Lundi, il neigeait alors j’ai mis mes bottes d’hiver pour aller couvrir la manifestation du jour. Malgré le mauvais temps, 2000 personnes travaillant dans le mouvement communautaire se sont rassemblées en après-midi au parc Émilie-Gamelin pour manifester contre les mesures d’austérité et rappeler au gouvernement que le sous-financement des organismes communautaires se chiffre à 225 millions de dollars par année. Selon Gilles, un manifestant, c’est la première fois de son histoire que le mouvement communautaire se mobilise dans son ensemble. La foule s’est mise en marche et le trajet s’est terminé à la place des spectacles. L’histoire que j’allais rapporter semblait somme toute banale : une mobilisation parmi une pléthore d’autres motivées par le ras-le-bol vis-à-vis les coupures dans les services sociaux.
Mais la couverture média m’a intrigué. En actualité, il y a des événements qui en chassent d’autres dans l’œil des médias de par leur importance. Ça arrive et c’est normal. Mais deux événements à prétention communautaire en même temps, dont l’un est occulté? Ça c’est vivement intéressant.
Lundi, c’était aussi l’aboutissement de « Je vois Montréal », un projet porté par Jacques Ménard, une personnalité du monde des affaires. En dehors de son travail dans le milieu financier, M. Ménard est connu pour son action philanthropique : il a cofondé Oxfam Québec, a œuvré à la Fondation de l’Institut de cardiologie de Montréal, et ce ne sont que quelques exemples. C’est, disons-le, un homme bien branché et d’une influence considérable. Entre autres, c’est grâce à lui qu’un consortium a pu être créé dans les années 90 pour racheter l’équipe des Expos de Charles Bronfman et ainsi éviter, du moins temporairement, la vente du club à des intérêts étrangers. Dans un profil qu’on fait de lui au Mclean’s, on l’appelle un «Mr. Fix-It» (Monsieur réparateur). Lorsque l’Université Concordia était dans la tourmente, suite aux primes de départ faramineuses versées à ses anciens chanceliers, c’est lui qu’on a mis de l’avant en 2011 pour redresser la situation.
L’histoire commence en juin 2012, quand débutent les audiences de la commission Charbonneau qui enquête sur la corruption entourant le milieu de la construction. L’image de Montréal est entachée, le milieu des affaires se sent interpellé. C’est dans ce contexte qu’à l’automne 2012 M. Ménard décide de mettre ses talents à contribution pour redresser Montréal. Il contacte la branche montréalaise du Boston Consulting Group et, de concert avec le groupe financier BMO, un plan est mis sur pied pour revitaliser la ville. Tel qu’on peut le lire dans le rapport présenté en février 2014, une cinquantaine de leaders montréalais ont été consultés.
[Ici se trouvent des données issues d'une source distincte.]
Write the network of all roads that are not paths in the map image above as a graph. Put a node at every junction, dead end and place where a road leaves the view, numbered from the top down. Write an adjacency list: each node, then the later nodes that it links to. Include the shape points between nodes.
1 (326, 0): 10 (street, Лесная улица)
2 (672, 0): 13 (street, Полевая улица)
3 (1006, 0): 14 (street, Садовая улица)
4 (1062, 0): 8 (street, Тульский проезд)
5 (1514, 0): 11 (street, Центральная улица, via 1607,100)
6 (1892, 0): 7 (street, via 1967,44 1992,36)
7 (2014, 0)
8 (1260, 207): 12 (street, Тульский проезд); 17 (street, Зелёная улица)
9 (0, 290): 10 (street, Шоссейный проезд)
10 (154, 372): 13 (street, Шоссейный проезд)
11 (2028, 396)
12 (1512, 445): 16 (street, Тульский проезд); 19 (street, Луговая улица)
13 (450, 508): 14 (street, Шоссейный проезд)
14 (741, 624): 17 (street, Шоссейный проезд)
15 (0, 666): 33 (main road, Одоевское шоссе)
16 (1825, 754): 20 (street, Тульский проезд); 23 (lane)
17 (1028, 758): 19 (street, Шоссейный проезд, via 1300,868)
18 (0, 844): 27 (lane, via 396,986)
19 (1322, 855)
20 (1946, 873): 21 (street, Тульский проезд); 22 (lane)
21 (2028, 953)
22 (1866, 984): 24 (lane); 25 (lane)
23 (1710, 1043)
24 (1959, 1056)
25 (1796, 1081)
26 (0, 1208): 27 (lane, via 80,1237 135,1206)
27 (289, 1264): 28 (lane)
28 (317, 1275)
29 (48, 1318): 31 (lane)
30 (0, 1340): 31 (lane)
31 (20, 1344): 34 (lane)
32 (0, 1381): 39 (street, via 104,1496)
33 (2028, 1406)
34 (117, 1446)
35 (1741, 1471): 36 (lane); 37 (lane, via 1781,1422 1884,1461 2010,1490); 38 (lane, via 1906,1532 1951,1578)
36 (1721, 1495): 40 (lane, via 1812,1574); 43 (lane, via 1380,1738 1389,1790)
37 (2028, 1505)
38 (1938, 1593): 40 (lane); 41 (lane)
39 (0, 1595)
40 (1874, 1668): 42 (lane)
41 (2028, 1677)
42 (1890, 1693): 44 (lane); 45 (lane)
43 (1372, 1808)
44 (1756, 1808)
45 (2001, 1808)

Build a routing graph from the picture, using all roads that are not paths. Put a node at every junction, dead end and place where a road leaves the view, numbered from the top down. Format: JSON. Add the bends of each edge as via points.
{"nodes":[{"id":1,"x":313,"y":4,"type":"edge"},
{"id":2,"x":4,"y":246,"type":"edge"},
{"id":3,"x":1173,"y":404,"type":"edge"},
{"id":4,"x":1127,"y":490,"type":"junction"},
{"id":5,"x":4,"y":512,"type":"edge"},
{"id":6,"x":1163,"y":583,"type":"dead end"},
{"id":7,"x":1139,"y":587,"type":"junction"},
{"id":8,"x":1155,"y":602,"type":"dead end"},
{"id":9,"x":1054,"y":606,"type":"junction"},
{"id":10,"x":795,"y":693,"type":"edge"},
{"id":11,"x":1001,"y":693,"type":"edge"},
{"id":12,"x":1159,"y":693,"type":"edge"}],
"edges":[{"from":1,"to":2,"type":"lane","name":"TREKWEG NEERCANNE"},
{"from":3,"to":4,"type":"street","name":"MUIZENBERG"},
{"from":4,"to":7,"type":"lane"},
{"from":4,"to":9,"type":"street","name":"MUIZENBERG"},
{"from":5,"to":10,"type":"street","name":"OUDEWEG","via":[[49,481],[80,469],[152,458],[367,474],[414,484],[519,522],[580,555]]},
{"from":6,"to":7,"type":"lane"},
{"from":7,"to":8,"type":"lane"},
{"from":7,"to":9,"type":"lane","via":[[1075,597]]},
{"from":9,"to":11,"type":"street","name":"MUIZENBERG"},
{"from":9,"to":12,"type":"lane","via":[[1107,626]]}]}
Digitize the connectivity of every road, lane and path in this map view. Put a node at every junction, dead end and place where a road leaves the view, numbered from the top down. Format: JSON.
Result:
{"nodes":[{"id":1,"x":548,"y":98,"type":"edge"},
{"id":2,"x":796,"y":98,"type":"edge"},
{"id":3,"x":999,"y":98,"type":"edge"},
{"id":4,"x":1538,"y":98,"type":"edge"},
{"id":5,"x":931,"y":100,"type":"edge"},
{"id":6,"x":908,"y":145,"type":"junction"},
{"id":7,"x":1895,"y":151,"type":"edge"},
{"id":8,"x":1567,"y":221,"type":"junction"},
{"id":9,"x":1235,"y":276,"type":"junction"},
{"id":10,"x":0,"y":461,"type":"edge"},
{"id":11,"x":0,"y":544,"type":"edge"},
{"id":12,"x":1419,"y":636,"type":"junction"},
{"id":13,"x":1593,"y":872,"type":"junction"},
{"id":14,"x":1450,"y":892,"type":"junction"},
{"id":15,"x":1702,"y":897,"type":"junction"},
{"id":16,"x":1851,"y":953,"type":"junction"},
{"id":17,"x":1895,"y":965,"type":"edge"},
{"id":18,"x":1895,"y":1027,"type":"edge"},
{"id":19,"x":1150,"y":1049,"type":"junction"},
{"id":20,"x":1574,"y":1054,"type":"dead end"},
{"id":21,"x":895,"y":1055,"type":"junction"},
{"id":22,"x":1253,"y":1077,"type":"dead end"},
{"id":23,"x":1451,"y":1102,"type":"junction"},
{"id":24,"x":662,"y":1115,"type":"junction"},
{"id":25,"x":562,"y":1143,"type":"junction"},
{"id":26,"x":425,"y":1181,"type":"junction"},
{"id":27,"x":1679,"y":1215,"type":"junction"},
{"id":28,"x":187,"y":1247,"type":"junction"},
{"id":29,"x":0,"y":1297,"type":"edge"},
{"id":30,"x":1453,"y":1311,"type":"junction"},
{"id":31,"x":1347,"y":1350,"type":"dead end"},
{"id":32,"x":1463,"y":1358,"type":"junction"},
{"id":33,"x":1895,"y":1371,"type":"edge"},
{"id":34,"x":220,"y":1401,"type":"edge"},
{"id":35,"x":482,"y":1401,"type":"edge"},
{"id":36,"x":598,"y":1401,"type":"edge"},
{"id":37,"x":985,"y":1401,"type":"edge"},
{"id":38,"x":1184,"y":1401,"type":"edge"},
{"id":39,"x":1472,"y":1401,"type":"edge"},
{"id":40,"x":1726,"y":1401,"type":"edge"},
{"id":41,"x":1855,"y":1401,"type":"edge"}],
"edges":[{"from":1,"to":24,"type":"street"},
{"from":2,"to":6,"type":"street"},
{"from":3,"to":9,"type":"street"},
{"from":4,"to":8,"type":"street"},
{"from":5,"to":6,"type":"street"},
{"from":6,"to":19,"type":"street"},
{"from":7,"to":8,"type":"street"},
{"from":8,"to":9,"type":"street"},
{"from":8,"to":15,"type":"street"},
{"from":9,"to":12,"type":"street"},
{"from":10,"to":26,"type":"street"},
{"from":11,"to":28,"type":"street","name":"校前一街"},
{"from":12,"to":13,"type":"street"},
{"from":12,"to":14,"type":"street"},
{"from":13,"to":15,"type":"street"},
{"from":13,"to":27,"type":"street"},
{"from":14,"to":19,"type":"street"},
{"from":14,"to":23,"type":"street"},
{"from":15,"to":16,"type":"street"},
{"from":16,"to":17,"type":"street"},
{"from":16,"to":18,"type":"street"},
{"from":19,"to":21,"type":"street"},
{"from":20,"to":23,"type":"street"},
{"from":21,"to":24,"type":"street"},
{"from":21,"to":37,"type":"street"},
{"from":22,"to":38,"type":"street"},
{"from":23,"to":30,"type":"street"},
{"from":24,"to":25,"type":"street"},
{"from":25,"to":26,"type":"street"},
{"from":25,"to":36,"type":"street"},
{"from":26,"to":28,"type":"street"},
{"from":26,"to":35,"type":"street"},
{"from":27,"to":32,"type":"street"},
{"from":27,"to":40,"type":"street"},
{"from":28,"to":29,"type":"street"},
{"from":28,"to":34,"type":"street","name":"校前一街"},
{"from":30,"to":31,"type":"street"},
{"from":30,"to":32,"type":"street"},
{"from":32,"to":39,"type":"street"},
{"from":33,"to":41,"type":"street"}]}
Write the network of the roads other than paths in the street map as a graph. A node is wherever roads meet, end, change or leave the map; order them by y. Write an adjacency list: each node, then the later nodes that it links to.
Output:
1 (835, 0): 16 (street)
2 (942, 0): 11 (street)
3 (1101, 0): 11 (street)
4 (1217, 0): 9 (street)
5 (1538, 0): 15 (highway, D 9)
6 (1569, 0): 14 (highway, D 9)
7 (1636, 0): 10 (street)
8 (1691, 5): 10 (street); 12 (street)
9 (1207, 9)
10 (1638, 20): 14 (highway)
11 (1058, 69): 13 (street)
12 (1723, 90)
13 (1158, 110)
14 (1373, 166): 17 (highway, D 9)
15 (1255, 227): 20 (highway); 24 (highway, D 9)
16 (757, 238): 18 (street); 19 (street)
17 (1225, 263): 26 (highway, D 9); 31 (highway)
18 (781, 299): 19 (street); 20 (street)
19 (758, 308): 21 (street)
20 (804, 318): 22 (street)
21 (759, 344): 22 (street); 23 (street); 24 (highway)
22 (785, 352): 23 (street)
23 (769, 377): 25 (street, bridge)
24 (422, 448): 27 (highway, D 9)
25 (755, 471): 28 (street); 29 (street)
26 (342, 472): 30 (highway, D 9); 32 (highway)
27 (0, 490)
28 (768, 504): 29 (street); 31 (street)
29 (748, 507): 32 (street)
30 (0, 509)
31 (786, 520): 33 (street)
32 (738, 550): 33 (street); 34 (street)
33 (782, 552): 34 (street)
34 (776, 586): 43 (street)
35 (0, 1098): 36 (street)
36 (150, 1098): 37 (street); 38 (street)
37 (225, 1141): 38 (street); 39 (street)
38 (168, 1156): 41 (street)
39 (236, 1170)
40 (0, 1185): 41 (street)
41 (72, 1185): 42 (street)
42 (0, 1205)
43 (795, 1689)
Et c’est là, chers lecteurs, que se trouve l’explication de l’apparent conflit communautaire de lundi.
Pour l’étude, les personnalités consultées sur les volets qui touchent la santé et la vie sociale venaient toutes de grandes structures : hôpitaux, facultés de médecine, fondations institutionnelles et un regroupement provincial. Pas de trace d’organismes œuvrant directement avec les communautés. Suite au dépôt du rapport BMO-BCG et pour ne pas que ça reste lettre morte, M. Ménard a poursuivi ses efforts et, grâce à une plateforme web et la mobilisation de différents organismes, dont la Coalition montréalaise des tables de quartier, une communauté « Je vois Montréal » s’est créée et de nombreux projets ont été rassemblés sous cette bannière, jusqu’à l’événement de lundi à la place des Arts. Le pari de M. Ménard est gagné : le maire Denis Coderre va créer un bureau de suivi qui permettra d’accompagner les projets « Je vois Montréal » à travers les dédales de l’administration municipale. Mme Diane de Courcy devrait ainsi prendre le relai.
Quelle leçons est-ce que le milieu communautaire peut tirer de ce succès? Est-il envisageable de chercher une boîte de consultants qui feraient du travail pro bono comme le BCG, mais au service des communautés au lieu des entreprises? La question se pose.